“BLIND WILLOW, SLEEPING WOMAN” 11/1995 (in BW, and Lexington Ghost; revised from a story first published in 1983)
Narrator, I, is a guy in his mid-20s who has quit his job and returned home to Kobe. He’s taking his 14-year-old cousin to the hospital for an ear checkup. The kid lost the hearing in one hear when he was a kid – got hit by a baseball – and sometimes the other ear goes out, too. Doctors have been trying to heal him ever since, with no success. Today they’re on the bus to a new place.
A description of the trip with the cousin, and the gentle bonding they experience even though they’re ten years apart in age, is intermingled with I’s reminiscences of a previous trip to a hospital with his high school friend, to visit the friend’s girlfriend, in the hospital for a routine chest operation. On that trip, the girlfriend had shown them a picture and read them a poem she’d made about a girl in a house on a hill surrounded by “blind willows,” a plant of her own invention that looks nothing like willows. Flies are attracted to its pollen, which they then carry into the ears of the girl, putting her to sleep. Then they eat her.
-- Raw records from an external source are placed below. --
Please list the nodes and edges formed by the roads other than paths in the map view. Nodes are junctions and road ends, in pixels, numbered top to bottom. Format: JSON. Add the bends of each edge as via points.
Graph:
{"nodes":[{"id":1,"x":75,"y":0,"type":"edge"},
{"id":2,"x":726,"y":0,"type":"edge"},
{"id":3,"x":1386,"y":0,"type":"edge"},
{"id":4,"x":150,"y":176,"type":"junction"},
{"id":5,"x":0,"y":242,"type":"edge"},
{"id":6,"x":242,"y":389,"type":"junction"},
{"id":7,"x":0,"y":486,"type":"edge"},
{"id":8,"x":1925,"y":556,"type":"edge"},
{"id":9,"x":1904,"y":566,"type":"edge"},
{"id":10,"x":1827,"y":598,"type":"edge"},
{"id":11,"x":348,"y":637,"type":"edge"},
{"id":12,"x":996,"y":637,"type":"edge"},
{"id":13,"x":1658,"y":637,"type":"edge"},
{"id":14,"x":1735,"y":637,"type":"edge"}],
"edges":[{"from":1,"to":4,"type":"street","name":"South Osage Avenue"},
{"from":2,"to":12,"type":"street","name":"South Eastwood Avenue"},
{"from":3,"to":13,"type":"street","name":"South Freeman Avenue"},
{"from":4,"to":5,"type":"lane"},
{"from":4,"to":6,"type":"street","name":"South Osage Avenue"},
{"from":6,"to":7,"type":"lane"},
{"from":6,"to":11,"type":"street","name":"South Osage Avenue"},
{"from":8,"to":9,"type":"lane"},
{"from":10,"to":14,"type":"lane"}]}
The story ends with I looking into his cousin’s ear and marveling at the mysteries of the ear, and being temporarily paralyzed by the end of the memory – the chocolates he and his friend had taken had melted through their carelessness.
A very mysterious story. Does it mean to hint that the girlfriend died in the hospital, and their carelessness contributed to it, on a symbolic level? Mainly I think it’s a bit of surrealism that explains, better than anything else, Murakami’s ear fetish: they’re dark holes that lead into the head. They’re wells.
“THE SEVENTH MAN” 2/1996 (in BW, and Lexington Ghost)
Murakami seems to have all but abandoned the short story form for most of the ‘90s. This and the yet-untranslated title story in The Lexington Ghost seem to be the only wholly-new stories he wrote between 1992 and 1999.
This story is clearly Murakami’s first attempt to respond in print to the twin disasters of 1995. He’d go on to craft more elaborate responses, both fictional and nonfictional; meanwhile, this story is not so far removed from the kind of things he’d been doing up to this point. He’d already staked out loss as one of his primary themes – it’s there from the very beginning – and horror and darkness had been a part of his work for nearly a decade now. Still, this does seem to say something about dealing with tragedy.
The story is a first-person I narration, but it’s given a frame. The I, a fiftyish man, seems to be in some sort of group encounter session; we’re told how he stands up, at the beginning, and concludes his remarks, at the end, in third person. In between is his story, verbatim (more Dead Heat).
He was a kid, playing on the beach with his best friend during a typhoon. The eye of the storm was over them, and they thought they had time to play safely. But then a mammoth wave comes unexpectedly and washes the friend away. The narrator wanted to run and try to save him, but ended up running away instead. Then a second waves comes, and as it crashes over him, the narrator thinks he sees his friend in its crest, grinning horrifically at him and reaching for him.
He’s been haunted by it ever since – for forty years he’s avoided water, avoided his hometown, stayed single. But just recently he forced himself to go back, and looking at some of his dead friend’s watercolors he felt closure. In the terms of the story he realized that his friend probably was not trying to pull him to the other side, but was either already unconscious, or was trying to warn him away. In any case: don’t give in to fear like I did. It’ll rob you of something important.
It’s rare that Murakami comes right out and states his lesson so nakedly. That’s why I see this as a specific response to the tragedies: he’s trying to offer his readers healing, unadorned by literary artifice. Even though it is a literary artifice. An important story, then, even if not a great one.